William Rinehart Biddle

I mentioned in a recent post that two of our ancestors, William Rinehart Biddle and his half-brother, James Biddle, served in the Oneida Independent Cavalry in the Civil War. William Rinehart Biddle had a very distinguished career, not only as a Civil War soldier but also as a teacher, lawyer, prosecutor and state legislator. I found the following article about him in a Kansas State history published in 1912:

” William R. Biddle, a member of the bar of Fort Scott, and one of the best known attorneys of southeastern Kansas, is a native of the Buckeye State, born in Wayne county, Ohio, Nov. 22, 1840. He is a son of Rev. Alexander and Magdalena (Noftzger) Biddle, natives of Pennsylvania, the former born in 1810, of English and German extraction, and the latter in 1812, of German descent. The father was a United Brethren clergyman who educated himself by his own personal efforts, as opportunities in that day to acquire a college education were extremely limited. Shortly after his marriage he was sent to Ohio as a missionary and made his headquarters in Wayne county, though his work took him to all parts of Northern Ohio. He served as circuit rider and presiding elder, sixty-eight of the eighty-nine years of his life being passed in the work of the ministry. A history of the United Brethren denomination speaks of him as “a hero of the church.” He was one of twelve children, nine of whom grew to maturity. In his political views he was a Whig until the organization of the Republican party, when he cast his lot with that organization. He was always an ardent anti-slavery man and was never backward about making the fact known. He was married three times. His first wife died in 1849, at the age of thirty-seven years, and he was twice married afterward, but no children were born of the second and third marriages.

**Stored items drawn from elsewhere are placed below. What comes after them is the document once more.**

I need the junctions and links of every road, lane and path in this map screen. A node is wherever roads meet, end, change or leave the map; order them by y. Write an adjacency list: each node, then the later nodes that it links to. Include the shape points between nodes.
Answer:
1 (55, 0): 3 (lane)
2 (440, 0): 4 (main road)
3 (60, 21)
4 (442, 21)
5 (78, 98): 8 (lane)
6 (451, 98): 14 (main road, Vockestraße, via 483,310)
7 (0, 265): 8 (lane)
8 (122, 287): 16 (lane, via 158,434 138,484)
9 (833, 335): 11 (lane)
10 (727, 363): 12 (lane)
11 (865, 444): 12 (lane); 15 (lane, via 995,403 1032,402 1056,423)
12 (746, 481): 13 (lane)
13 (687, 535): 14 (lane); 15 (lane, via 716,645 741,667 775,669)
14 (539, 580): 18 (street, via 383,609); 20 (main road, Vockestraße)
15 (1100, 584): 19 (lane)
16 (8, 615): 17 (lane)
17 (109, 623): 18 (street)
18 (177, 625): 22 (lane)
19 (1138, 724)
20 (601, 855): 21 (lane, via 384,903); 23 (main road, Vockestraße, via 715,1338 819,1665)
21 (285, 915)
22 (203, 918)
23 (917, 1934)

William R. Biddle was reared on his father’s farm, attending the district schools during the winter months, and completed his education at the United Brethren College at Westerville, Ohio.

In the spring of 1861 he left college and went to Hagerstown, Md., where he was engaged for some time in organizing government wagon trains, though not regularly enlisted in the United States service. In October of that year he went to Washington, D. C., where he enlisted, on the 10th, in what was known as the Oneida cavalry, an independent company from Oneida, N. Y., the members of which served as couriers and orderlies for the officers connected with the headquarters of the Army of the Potomac. On Dec. 4, 1864, he was mustered out as sergeant at Petersburg Landing, Va., on account of expiration of the term of enlistment, and returned home and at once entered Otterbein University, at Westerville, Ohio.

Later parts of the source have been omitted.